Sonnet 33

    Full many a glorious morning have I seen

    disappointment
    beauty
    nature
    forgiveness
    Full many a glorious morning have I seen
     
    Flatter the mountain-tops with sovereign eye,
     
    Kissing with golden face the meadows green,
     
    Gilding pale streams with heavenly alchemy;
     
    Anon permit the basest clouds to ride
     
    With ugly rack on his celestial face,
     
    And from the forlorn world his visage hide,
     
    Stealing unseen to west with this disgrace:
     
    Even so my sun one early morn did shine
     
    With all triumphant splendor on my brow;
     
    But out, alack! he was but one hour mine;
     
    The region cloud hath mask'd him from me now.
     
    Yet him for this my love no whit disdaineth;
     
    Suns of the world may stain when heaven's sun staineth.

    What It Means

    A perfect morning when the sun illuminates everything — then clouds cover it and it sulks behind them all day.
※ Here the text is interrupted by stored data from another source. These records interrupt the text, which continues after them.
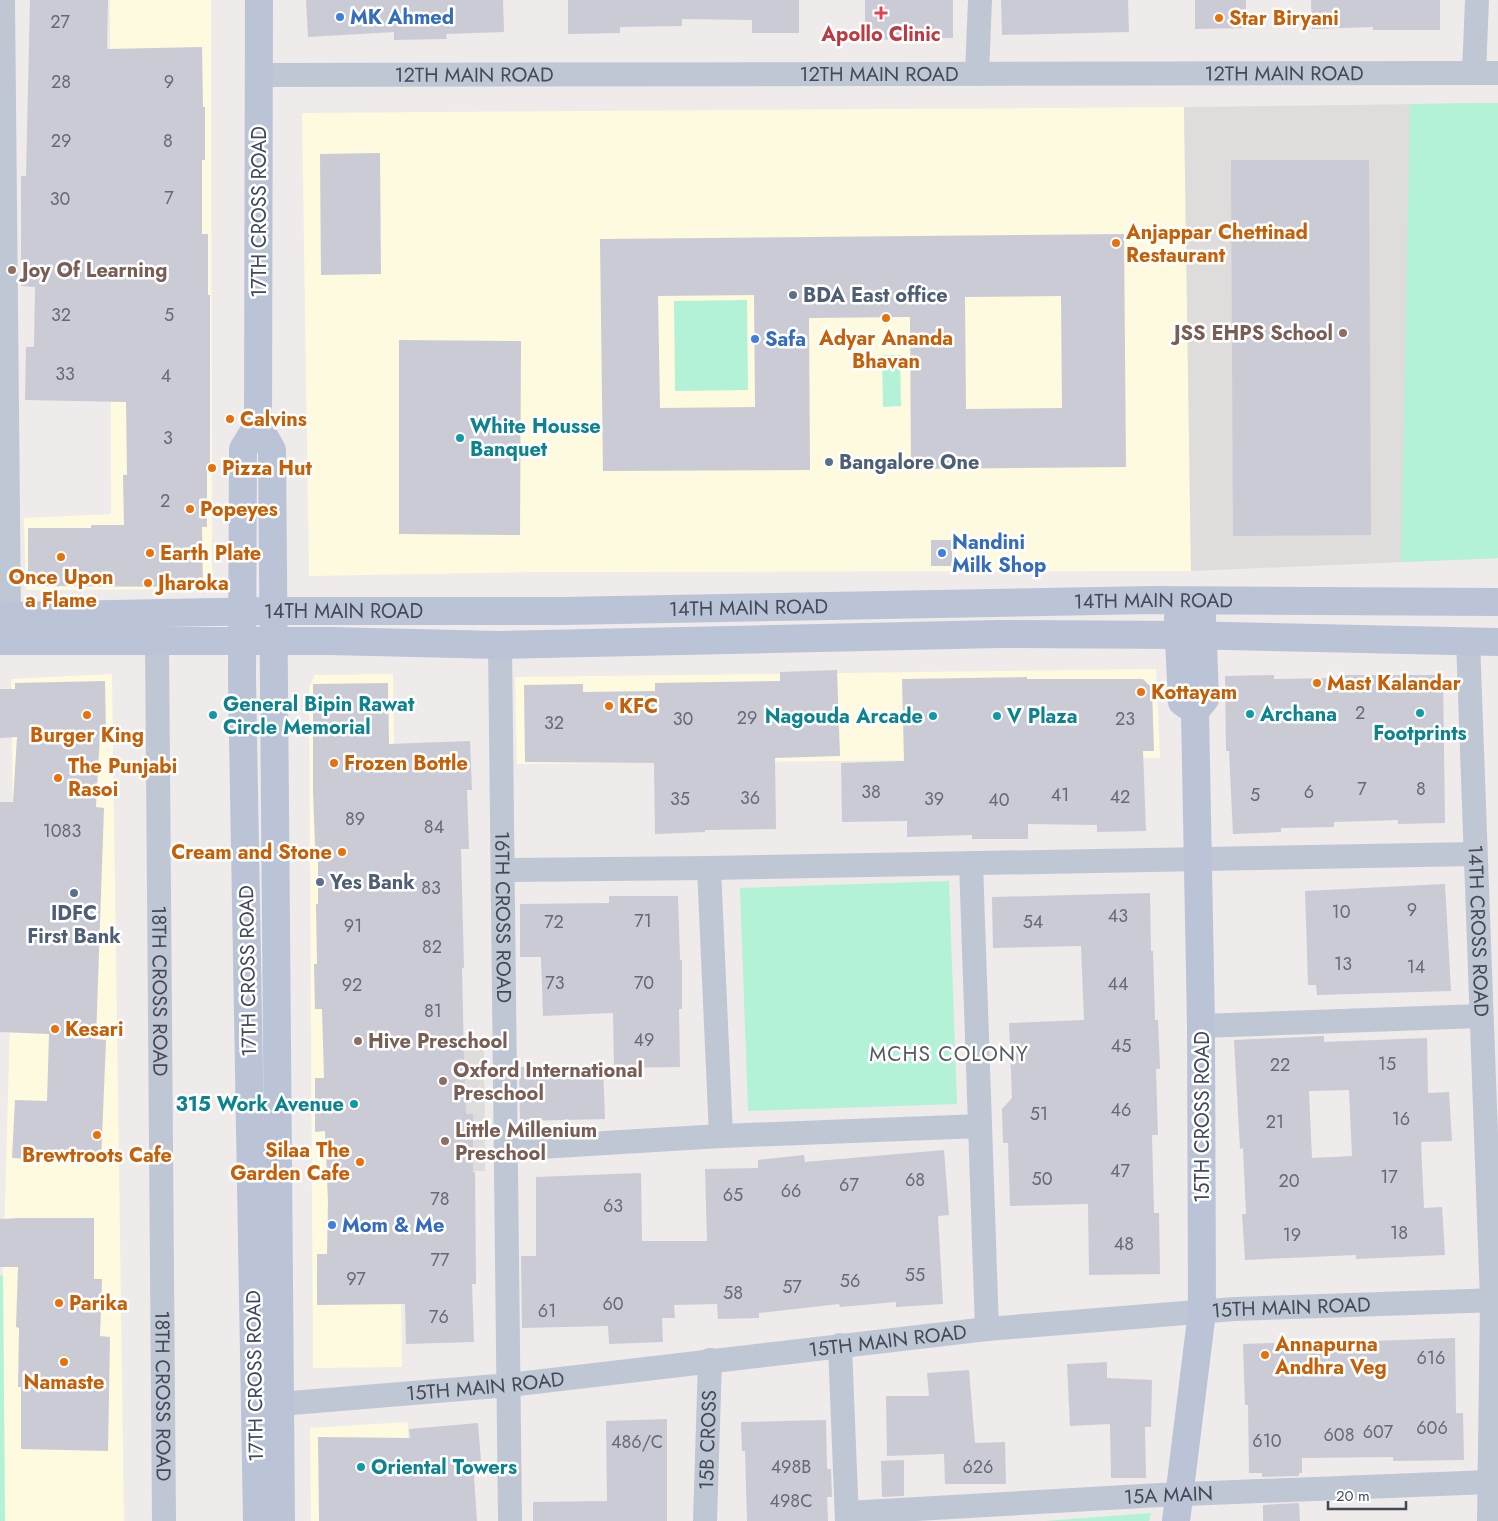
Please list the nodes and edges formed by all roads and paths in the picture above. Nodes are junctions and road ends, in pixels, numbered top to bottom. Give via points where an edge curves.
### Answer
1 (3, 0) edge
2 (259, 0) edge
3 (980, 0) edge
4 (1477, 0) edge
5 (1498, 73) edge
6 (977, 74) junction
7 (1474, 74) junction
8 (260, 75) junction
9 (3, 282) edge
10 (4, 418) edge
11 (258, 425) junction
12 (1189, 600) junction
13 (1498, 602) edge
14 (6, 611) edge
15 (273, 611) junction
16 (244, 612) junction
17 (1191, 635) junction
18 (1468, 640) junction
19 (0, 641) edge
20 (158, 642) junction
21 (243, 642) junction
22 (273, 642) junction
23 (1498, 642) edge
24 (500, 645) junction
25 (1475, 854) junction
26 (1199, 859) junction
27 (971, 863) junction
28 (709, 868) junction
29 (504, 870) junction
30 (1481, 1016) junction
31 (1201, 1026) junction
32 (980, 1126) junction
33 (721, 1136) junction
34 (506, 1149) junction
35 (1495, 1300) edge
36 (1202, 1312) junction
37 (987, 1329) junction
38 (840, 1345) junction
39 (710, 1360) junction
40 (509, 1385) junction
41 (280, 1404) junction
42 (1490, 1482) junction
43 (1178, 1508) edge
44 (847, 1517) edge
45 (164, 1521) edge
46 (257, 1521) edge
47 (281, 1521) edge
48 (510, 1521) edge
49 (705, 1521) edge
50 (1489, 1521) edge

1 - 9 street
2 - 8 main road, 17TH CROSS ROAD
3 - 6 street
4 - 7 street
5 - 7 street, 12TH MAIN ROAD
6 - 7 street, 12TH MAIN ROAD
6 - 8 street, 12TH MAIN ROAD
8 - 11 main road, 17TH CROSS ROAD
9 - 10 street
10 - 14 street
11 - 15 main road, 17TH CROSS ROAD via 272,450
11 - 16 main road, 17TH CROSS ROAD via 243,449
12 - 13 main road, 14TH MAIN ROAD
12 - 15 main road, 14TH MAIN ROAD via 562,611
12 - 17 main road, 15TH CROSS ROAD
14 - 16 main road, 14TH MAIN ROAD
15 - 16 main road, 14TH MAIN ROAD
15 - 22 main road, 17TH CROSS ROAD
16 - 21 main road, 17TH CROSS ROAD
17 - 18 main road, 14TH MAIN ROAD
17 - 24 main road, 14TH MAIN ROAD via 999,634
17 - 26 main road, 15TH CROSS ROAD via 1182,702 1195,712
18 - 23 main road, 14TH MAIN ROAD
18 - 25 street, 14TH CROSS ROAD
19 - 20 main road, 14TH MAIN ROAD
20 - 21 main road, 14TH MAIN ROAD
20 - 45 street, 18TH CROSS ROAD
21 - 22 main road, 14TH MAIN ROAD
21 - 46 main road, 17TH CROSS ROAD
22 - 24 main road, 14TH MAIN ROAD
22 - 41 main road, 17TH CROSS ROAD
24 - 29 street, 16TH CROSS ROAD
25 - 26 street
25 - 30 street, 14TH CROSS ROAD
26 - 27 street
26 - 31 main road, 15TH CROSS ROAD
27 - 28 street
27 - 32 street
28 - 29 street
28 - 33 street
29 - 34 street, 16TH CROSS ROAD
30 - 31 street
30 - 35 street, 14TH CROSS ROAD
31 - 36 main road, 15TH CROSS ROAD
32 - 33 street
32 - 37 street
33 - 34 street
34 - 40 street, 16TH CROSS ROAD
35 - 36 street, 15TH MAIN ROAD
35 - 42 street, 14TH CROSS ROAD
36 - 37 street, 15TH MAIN ROAD
36 - 43 main road, 15TH CROSS ROAD
37 - 38 street, 15TH MAIN ROAD
38 - 39 street, 15TH MAIN ROAD
38 - 44 street
39 - 40 street, 15TH MAIN ROAD
39 - 49 street, 15B CROSS
40 - 41 street, 15TH MAIN ROAD
40 - 48 street, 16TH CROSS ROAD
41 - 47 main road, 17TH CROSS ROAD
42 - 43 street, 15A MAIN
42 - 50 street, 14TH CROSS ROAD
43 - 44 street, 15A MAIN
Shakespeare uses this as a metaphor for the young man's behavior. Something happened. The young man shone on Shakespeare and then withdrew. Shakespeare says he can't be too angry: even the sun goes behind a cloud sometimes. But the hurt is there in the subtext. The 'region cloud' — low clouds, not the noble upper sky — is a hint that it was an ignoble thing that caused the withdrawal.

    Context

    Part of the Fair Youth sequence. Sonnet 33 is generally read as the first indication of some estrangement or wrong done to Shakespeare by the young man.